After relaxing in the Greek Islands, we headed back to Athens to catch a flight to Rome. Our original plans were to head northeast from Greece into eastern Europe and end our Europe travels in Italy but we decided to rearrange things a bit in order to hit Italy sooner in the summer season when it might be cooler, have fewer tourists, and my cousin Stephen and his fiancé, Samantha, would still be in Italy. We beat the heat, but not the tourists.
In general, we enjoy outlying cities and the countryside villages far more than the world's major capitals so we try to use our time in the major cities efficiently to do things like get online, wash laundry, ship things home, replenish "supplies" (backpacker-speak for cookies) and other errands only achieved in a big city. We did much of this in Rome but also took the time to see many of the world's most famous sites. We suffered a bit of sticker shock in Rome as Italy is more expensive than Greece (which was far more expensive than Egypt, which was far more expensive than Uganda...). Rome is one of the pricier spots in Italy. Since Greece is now part of the E.U. and using Euros as currency, it was very, very easy to go to Italy (also in the E.U.) both in terms of immigration and currency. Unlike many of the African currencies, the Euro is very strong against the dollar so things cost in ranges of 1-10 euros rather than multiples of millions as with weaker currencies that have suffered from inflation over the years. The strong Euro of course means that Europe is not "on sale" now for Americans.
In Rome, we visited the Vatican Museum and St. Peter's Basilica, the Pantheon, the Coliseum, and the Trevi Fountain. The Vatican really is not to be missed on any trip to Rome as it houses one of the world's largest and most extensive collections of art. And the self-guided tour (7 km of room-after-room of fine art!) ends with the fabulous Sistine Chapel by Michelangelo. You'd need days if not weeks to really learn about the works contained in the Vatican Museum so we did the "Vatican Express" tour in a couple of hours.
I'm now reading Dan Brown's "Angels and Demons" which is the prequel to "The Da Vinci Code" and takes place in the Vatican and throughout Rome. It's been super fun to read this book after having just been to so many of the settings used in the novel. Turns out I'm learning a bit of history from Dan Brown's tale.
Also of note in Rome was my purchase of some new pants, a much needed purchase after I sat down in a bleach-like chemical on the deck of a ferry boat in Greece. For about a week or so, my navy blue pants looked fine in the front but were covered with my own Rorshak test all over the backside. At one point I thought I heard a little toddler staring at my pants from behind say, "Look mommy, it's a bunny!" but perhaps I imagined she said that. I was ready to tell any Greek who asked that this look was all the rage in America and would hit every store in Greece by next summer.

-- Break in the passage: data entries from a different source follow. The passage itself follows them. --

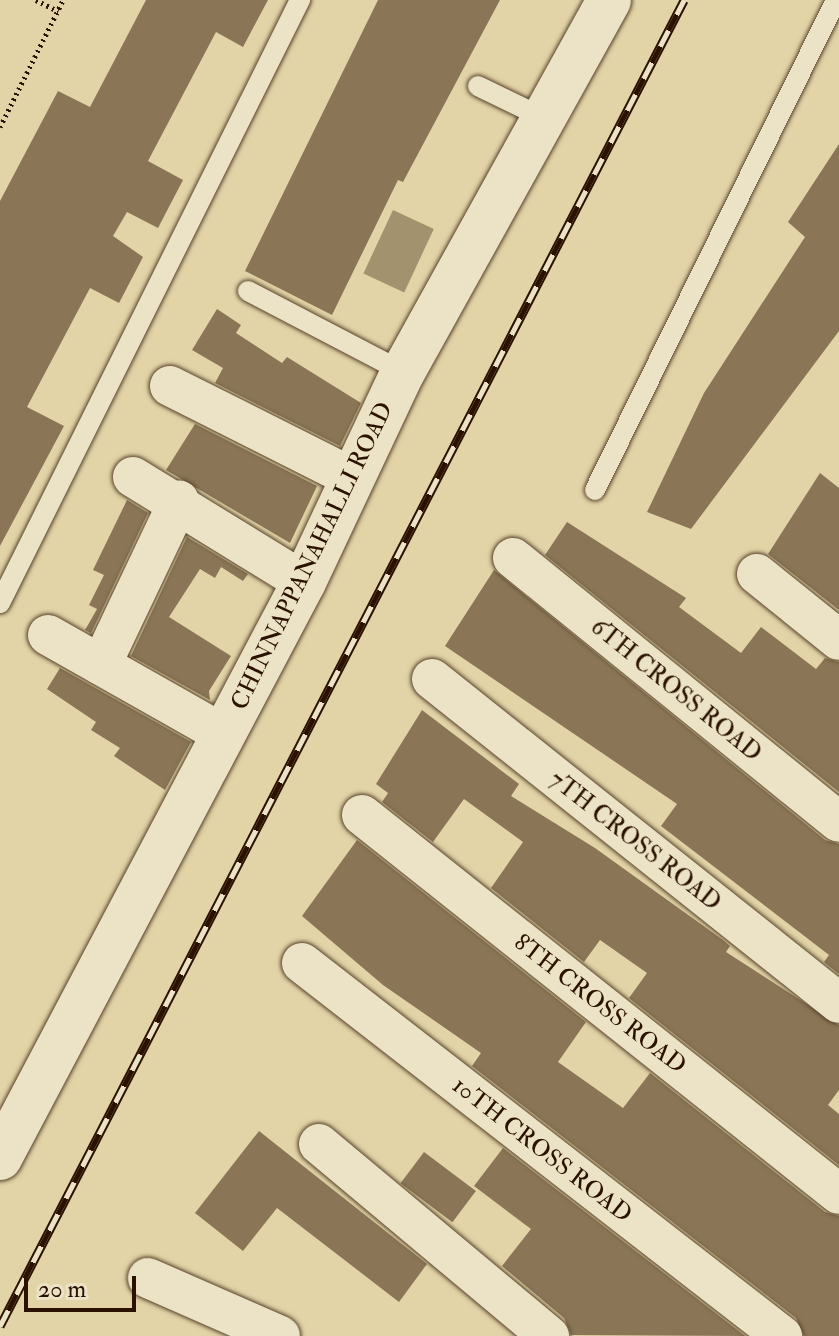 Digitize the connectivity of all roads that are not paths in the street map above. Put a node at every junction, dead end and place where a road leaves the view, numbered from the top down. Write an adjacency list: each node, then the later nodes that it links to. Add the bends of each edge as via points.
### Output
1 (300, 0): 16 (lane)
2 (609, 0): 5 (street, CHINNAPPANAHALLI ROAD)
3 (836, 0): 11 (lane)
4 (478, 86): 5 (lane)
5 (548, 120): 7 (street, CHINNAPPANAHALLI ROAD)
6 (248, 291): 7 (lane)
7 (403, 372): 9 (street, CHINNAPPANAHALLI ROAD)
8 (170, 386): 9 (street)
9 (349, 476): 15 (street, CHINNAPPANAHALLI ROAD)
10 (133, 477): 12 (street)
11 (595, 490)
12 (179, 501): 15 (street); 19 (street)
13 (513, 558): 23 (street, 6TH CROSS ROAD)
14 (757, 574): 18 (street)
15 (304, 582): 21 (street, CHINNAPPANAHALLI ROAD)
16 (0, 603)
17 (48, 635): 19 (street)
18 (839, 640)
19 (101, 665): 21 (street)
20 (432, 679): 25 (street, 7TH CROSS ROAD)
21 (223, 734): 27 (street, CHINNAPPANAHALLI ROAD)
22 (362, 815): 28 (street, 8TH CROSS ROAD)
23 (839, 822)
24 (302, 963): 32 (street, 10TH CROSS ROAD)
25 (839, 1003)
26 (319, 1144): 31 (street)
27 (0, 1158)
28 (839, 1194)
29 (148, 1278): 30 (street)
30 (280, 1336)
31 (549, 1336)
32 (782, 1336) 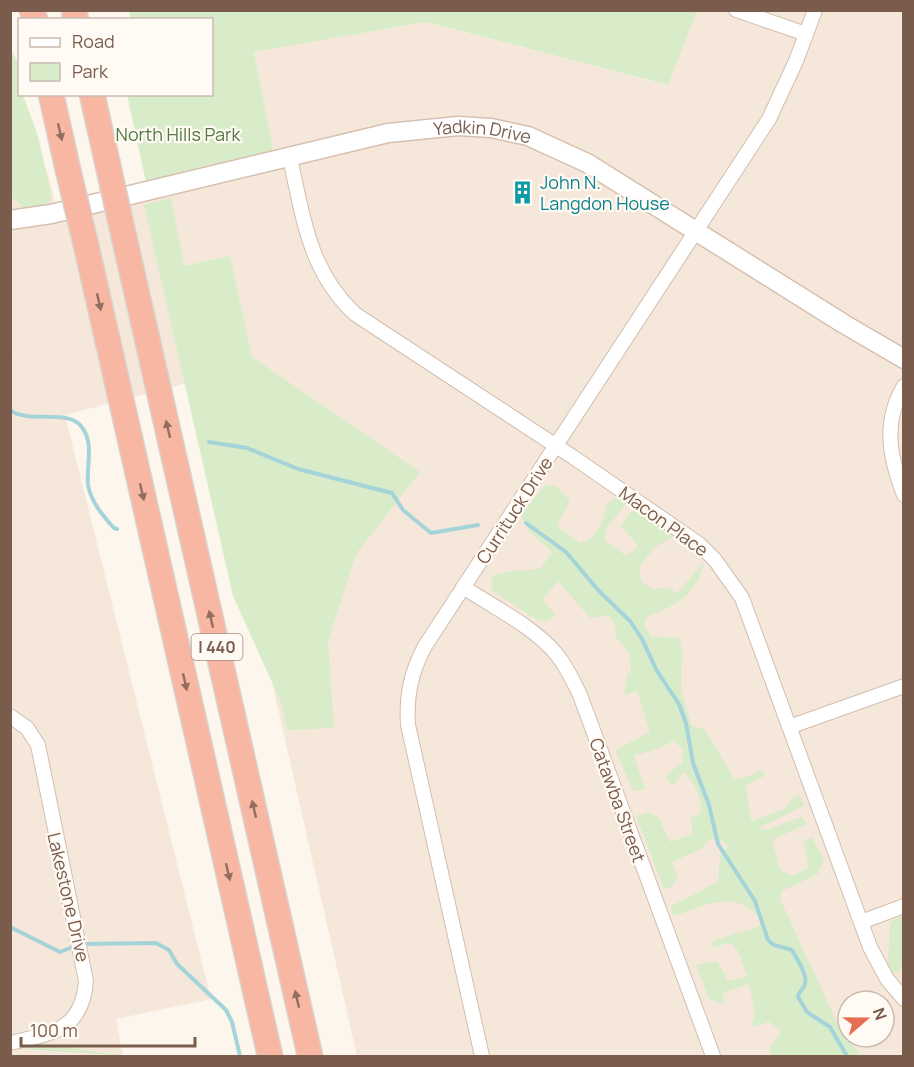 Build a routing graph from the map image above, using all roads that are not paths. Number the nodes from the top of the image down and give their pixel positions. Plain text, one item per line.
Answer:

From Rome, we headed north to Florence to visit my cousin, Stephen Pemberton, and his fiancé Samantha Kelly. What a treat it was to see a familiar face, stay in a home and eat home cooked food! Stephen and Samantha, both historians, have been living outside Florence this year at Villa I Tatti, a center for Italian renaissance studies. The center was stunningly beautiful and surrounded by pleasant countryside villages and hills. Thanks to Stephen and Samantha for hosting us for a few days and showing us a bit of Italy.
We also spent a day visiting many of Florence's famous sites (the Ponte Vecchio, the Duomo, and the Uffizi plaza). Both Dana and I had spent some time in Florence on previous trips so we didn't go inside many of these sites but nevertheless strolling past them is still awe inspiring and well worth a visit. Florence oozes charm.
After a bit of big cities and historical sites, we headed off for a little slow-paced cycling through the smaller villages.